I could group by the partitioning field and write a post-processing
script to go through the Pig output and write each line to a different
line. It would be simple, but I'd prefer to do it all in Pig for
consistency.

Thanks,
Thomas

Re: MultiStorage for many key values

Posted by Xiaomeng Wan <sh...@gmail.com>.
We used to take the first character of the partition field, and
multistorage on that.

Shawn

On Fri, Jun 17, 2011 at 4:18 AM, Thomas Kappler <tk...@googlemail.com> wrote:
> On Thu, Jun 16, 2011 at 20:00, Daniel Dai <ji...@yahoo-inc.com> wrote:
>> Try custom partitioner:
>> http://pig.apache.org/docs/r0.8.1/piglatin_ref2.html#partitionby
>
> AFAIK "partition by" maps to the Hadoop partitioning, which is about
> what keys go to which reducer, which is a different problem.
>
> Hadoop In Action chapter 7.2 addresses partitioning into multiple
> output files, and highlights this difference. The book shows a custom
> implementation of MultipleOutputFormat as a solution.
>
> Thomas
>
>
>> On 06/16/2011 12:38 AM, Thomas Kappler wrote:
>>>
>>> Hi all,
>>>
>>> piggybank.storage.MultiStorage allows storing the Pig output into
>>> different directories, taken from a given field in a relation, so that
>>> the output is partitioned by the unique values of that field.
>>>
>>> This is just what I need for my use-case. However, I have about 50,000
>>> unique values in the partitioning field. It seems that MutliStorage
>>> will run one reducer per unique value, i.e., per output directory.
>>> Obviously, this takes a long time.
>>>
>>> Is there a better way of doing it?
>>>
>>> I could group by the partitioning field and write a post-processing
>>> script to go through the Pig output and write each line to a different
>>> line. It would be simple, but I'd prefer to do it all in Pig for
>>> consistency.
>>>
>>> Thanks,
>>> Thomas
>>
>>
>

Re: MultiStorage for many key values

Posted by Thomas Kappler <tk...@googlemail.com>.
On Thu, Jun 16, 2011 at 20:00, Daniel Dai <ji...@yahoo-inc.com> wrote:
> Try custom partitioner:
> http://pig.apache.org/docs/r0.8.1/piglatin_ref2.html#partitionby

AFAIK "partition by" maps to the Hadoop partitioning, which is about
what keys go to which reducer, which is a different problem.

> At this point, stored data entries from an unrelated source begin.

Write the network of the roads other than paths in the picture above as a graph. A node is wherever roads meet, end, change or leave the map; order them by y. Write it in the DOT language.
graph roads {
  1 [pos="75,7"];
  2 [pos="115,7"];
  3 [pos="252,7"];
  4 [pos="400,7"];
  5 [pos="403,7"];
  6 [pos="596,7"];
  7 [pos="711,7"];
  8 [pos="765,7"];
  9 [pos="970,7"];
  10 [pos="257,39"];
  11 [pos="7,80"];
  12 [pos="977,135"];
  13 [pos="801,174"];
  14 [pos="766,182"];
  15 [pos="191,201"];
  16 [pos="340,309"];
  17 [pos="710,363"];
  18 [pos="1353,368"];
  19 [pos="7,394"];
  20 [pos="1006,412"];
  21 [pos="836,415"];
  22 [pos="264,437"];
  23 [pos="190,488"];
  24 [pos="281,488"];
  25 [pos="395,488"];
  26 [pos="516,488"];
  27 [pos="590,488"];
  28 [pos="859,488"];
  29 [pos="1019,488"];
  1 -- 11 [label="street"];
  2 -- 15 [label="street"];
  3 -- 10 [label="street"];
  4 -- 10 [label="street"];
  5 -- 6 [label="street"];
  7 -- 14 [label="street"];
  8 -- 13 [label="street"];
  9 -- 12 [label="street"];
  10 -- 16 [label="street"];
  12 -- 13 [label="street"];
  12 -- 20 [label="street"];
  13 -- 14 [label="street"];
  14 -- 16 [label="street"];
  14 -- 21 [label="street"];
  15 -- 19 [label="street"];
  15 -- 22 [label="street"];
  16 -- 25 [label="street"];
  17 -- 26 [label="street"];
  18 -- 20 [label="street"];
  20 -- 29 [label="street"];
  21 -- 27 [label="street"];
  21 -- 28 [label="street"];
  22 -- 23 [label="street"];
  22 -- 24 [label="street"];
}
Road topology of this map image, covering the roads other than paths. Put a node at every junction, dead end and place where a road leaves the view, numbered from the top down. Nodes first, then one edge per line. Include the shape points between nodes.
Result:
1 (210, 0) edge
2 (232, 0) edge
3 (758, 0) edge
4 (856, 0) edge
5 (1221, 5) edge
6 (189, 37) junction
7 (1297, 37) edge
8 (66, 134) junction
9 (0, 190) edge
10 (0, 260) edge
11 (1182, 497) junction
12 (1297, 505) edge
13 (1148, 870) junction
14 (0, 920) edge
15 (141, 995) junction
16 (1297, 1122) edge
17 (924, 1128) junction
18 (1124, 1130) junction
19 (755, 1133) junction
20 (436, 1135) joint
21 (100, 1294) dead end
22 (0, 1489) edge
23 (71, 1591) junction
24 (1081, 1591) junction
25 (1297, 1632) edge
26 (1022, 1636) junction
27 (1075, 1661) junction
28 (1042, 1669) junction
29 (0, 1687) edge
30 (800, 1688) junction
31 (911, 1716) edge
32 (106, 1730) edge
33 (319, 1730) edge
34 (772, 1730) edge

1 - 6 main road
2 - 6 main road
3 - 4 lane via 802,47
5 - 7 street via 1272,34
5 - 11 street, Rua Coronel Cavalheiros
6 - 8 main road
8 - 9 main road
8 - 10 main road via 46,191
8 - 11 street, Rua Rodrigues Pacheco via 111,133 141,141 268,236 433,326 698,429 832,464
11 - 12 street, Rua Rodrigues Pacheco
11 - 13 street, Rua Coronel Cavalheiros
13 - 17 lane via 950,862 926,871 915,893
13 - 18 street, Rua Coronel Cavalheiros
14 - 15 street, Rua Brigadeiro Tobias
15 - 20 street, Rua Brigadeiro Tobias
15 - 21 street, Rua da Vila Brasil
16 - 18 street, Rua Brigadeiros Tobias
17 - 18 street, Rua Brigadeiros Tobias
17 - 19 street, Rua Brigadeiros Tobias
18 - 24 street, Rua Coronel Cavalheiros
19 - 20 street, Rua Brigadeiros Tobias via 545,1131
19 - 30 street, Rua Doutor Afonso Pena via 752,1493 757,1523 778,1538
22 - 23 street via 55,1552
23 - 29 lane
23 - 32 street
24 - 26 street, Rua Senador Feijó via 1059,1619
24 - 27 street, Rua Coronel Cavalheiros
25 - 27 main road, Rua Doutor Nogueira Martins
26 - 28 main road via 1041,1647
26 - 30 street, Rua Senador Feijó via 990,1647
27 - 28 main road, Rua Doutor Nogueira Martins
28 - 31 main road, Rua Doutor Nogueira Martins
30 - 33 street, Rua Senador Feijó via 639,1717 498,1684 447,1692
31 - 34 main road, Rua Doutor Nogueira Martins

Hadoop In Action chapter 7.2 addresses partitioning into multiple
output files, and highlights this difference. The book shows a custom
implementation of MultipleOutputFormat as a solution.

Thomas


> On 06/16/2011 12:38 AM, Thomas Kappler wrote:
>>
>> Hi all,
>>
>> piggybank.storage.MultiStorage allows storing the Pig output into
>> different directories, taken from a given field in a relation, so that
>> the output is partitioned by the unique values of that field.
>>
>> This is just what I need for my use-case. However, I have about 50,000
>> unique values in the partitioning field. It seems that MutliStorage
>> will run one reducer per unique value, i.e., per output directory.
>> Obviously, this takes a long time.
>>
>> Is there a better way of doing it?
>>
>> I could group by the partitioning field and write a post-processing
>> script to go through the Pig output and write each line to a different
>> line. It would be simple, but I'd prefer to do it all in Pig for
>> consistency.
>>
>> Thanks,
>> Thomas
>
>

Re: MultiStorage for many key values

Posted by Jameson Li <ho...@gmail.com>.
I have the same doubt as Thomas Kappler.
And it will be kind of you if someone can say something more detailed about
'custom partitioner' said by Daniel Dai.
I think the docs 'piglatin_ref2.html#partitionby' seems too simple.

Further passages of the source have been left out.